The injury did allow me to take Monday off to let my knee heal, but I still did visualization on my own. Harry was right. It was a powerful tool. I played the Terre Haute race over and over in my head, and not once did I clip that guy. But I did beat him every time. Back at practice on Tuesday, I wore the blindfold while I did my Tai Chi and jogged three laps with it on. Addictive? No, just superstitious.

I took the blindfold off to see Geri Price staring at me in mock horror.

“What in the name of Nike are you doing, Wells?” She asked and then winked at Harry.

“Training,” I said.

I told her about the Terre Haute debacle, and she thought it was ridiculous.

“I had no idea you were such a dirty runner,” she said. “Did Rockard teach you that?”

“Back in the day, I took out a whole relay team with a single baton,” I said.
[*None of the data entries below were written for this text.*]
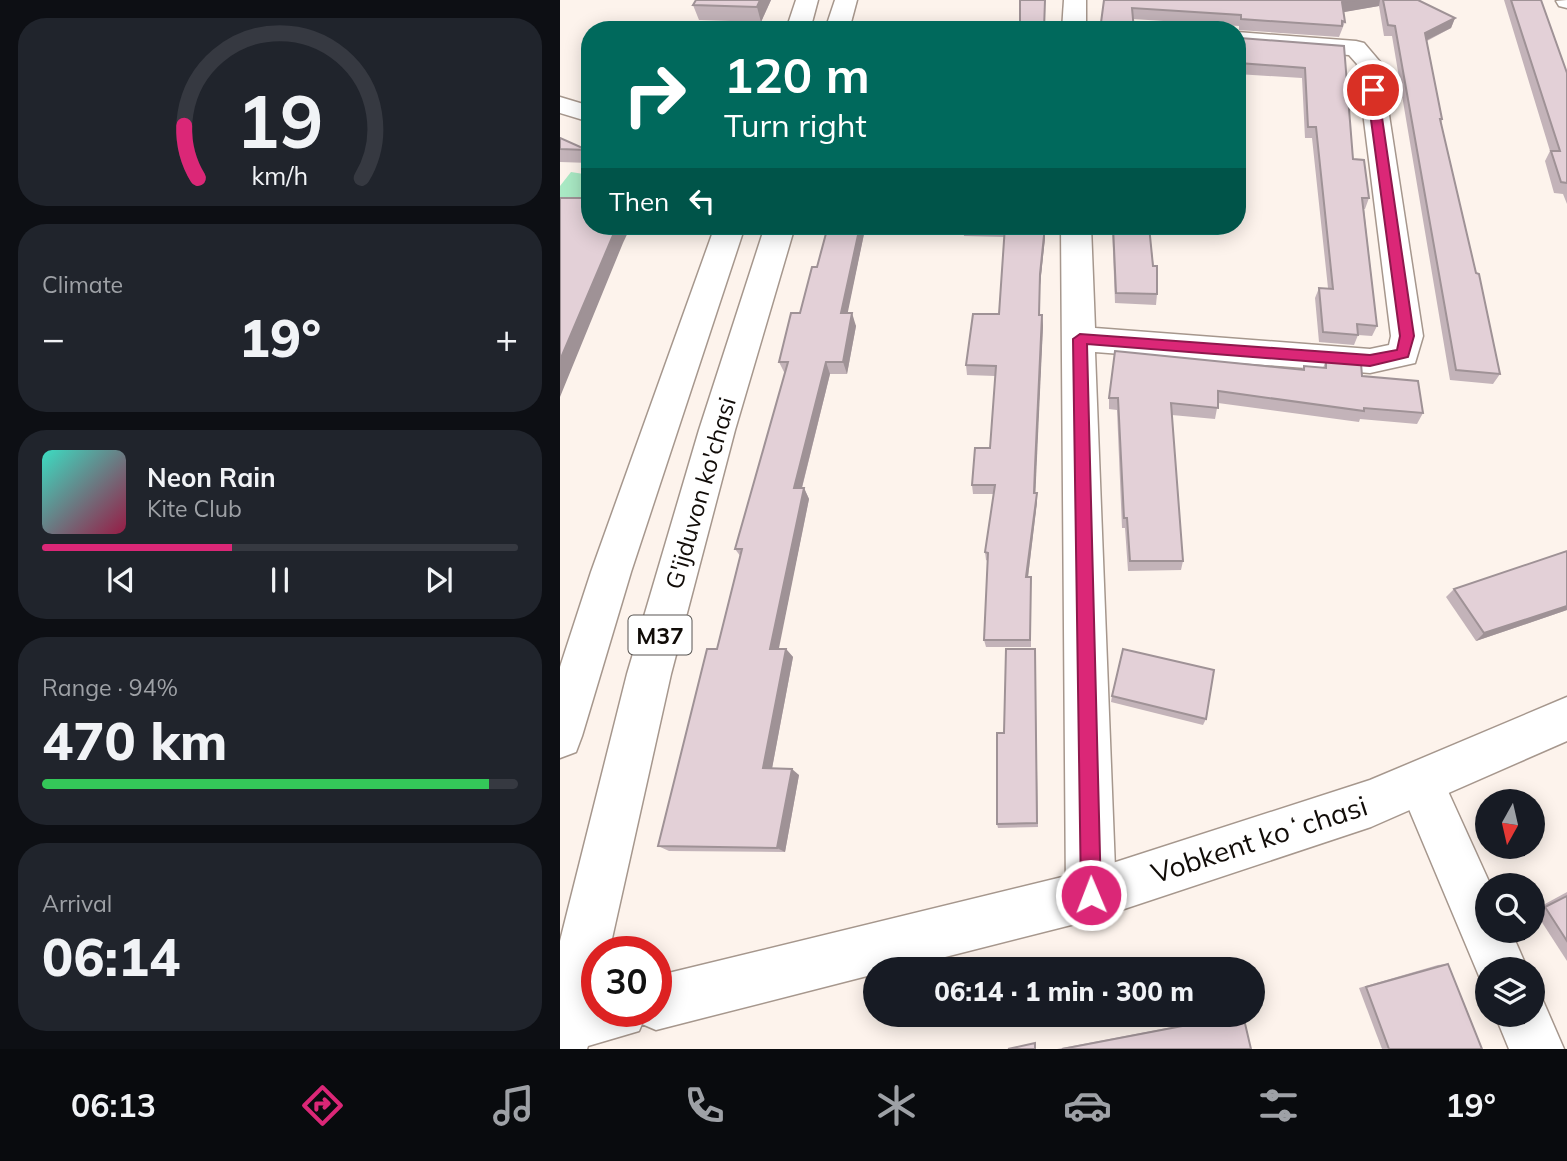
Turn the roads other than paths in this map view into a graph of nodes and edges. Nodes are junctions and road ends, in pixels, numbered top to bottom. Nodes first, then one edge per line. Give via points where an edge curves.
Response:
1 (807, 0) edge
2 (846, 0) edge
3 (1075, 0) edge
4 (801, 21) edge
5 (840, 21) edge
6 (1074, 21) edge
7 (1246, 40) edge
8 (560, 105) edge
9 (581, 111) edge
10 (727, 235) edge
11 (777, 235) edge
12 (1076, 235) edge
13 (1080, 339) junction
14 (1567, 719) edge
15 (560, 736) edge
16 (1420, 783) junction
17 (1091, 895) junction
18 (1496, 957) edge
19 (672, 999) edge
20 (581, 1026) edge
21 (1527, 1027) edge
22 (563, 1033) edge
23 (1537, 1049) edge

1 - 4 main road
2 - 5 main road
3 - 6 main road
7 - 13 main road via 1356,48 1369,63 1407,336 1403,354 1370,360
8 - 9 main road
10 - 15 main road, M37
11 - 22 main road, G'ijduvon ko'chasi / M37 via 649,674
12 - 13 main road
13 - 17 main road
14 - 16 main road, Vobkent koʻchasi
16 - 17 main road, Vobkent koʻchasi
16 - 18 main road
17 - 19 main road, Vobkent koʻchasi
20 - 22 main road
21 - 23 main road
“Wells, you’re such a bad liar.”

Copyright © 2012 by Chuck H. Wells/Ray Hochgesang


// //

Terre Haute Meltdown

Chapter 29, Blog 2

By Chuck Wells As Told To Ray Hochgesang


We began in Evansville where the Pocket City Striders held their annual club invitational on the first Saturday in April. I ran a lackluster 800, winning by 7 or 8 meters. The next Saturday, I ran in the Comet Racers event in Fort Wayne. Again, no one could touch me. In two races, I led from start to finish. It was boring. I wanted more. I needed someone to push me.

On the next Saturday, I ran in the Wabash Valley Invitational on the Indiana State University campus in Terre Haute. The 800 race was crowded, cramming 15 runners in eight lanes. As the mob surged at the start, I tripped and fell in a heap. Tied down by arms and legs, I was an old man in a pickup football game. In slow motion, the pile untangled. I struggled to my feet, shoved one guy aside and sprinted after the pack, about 20 meters ahead.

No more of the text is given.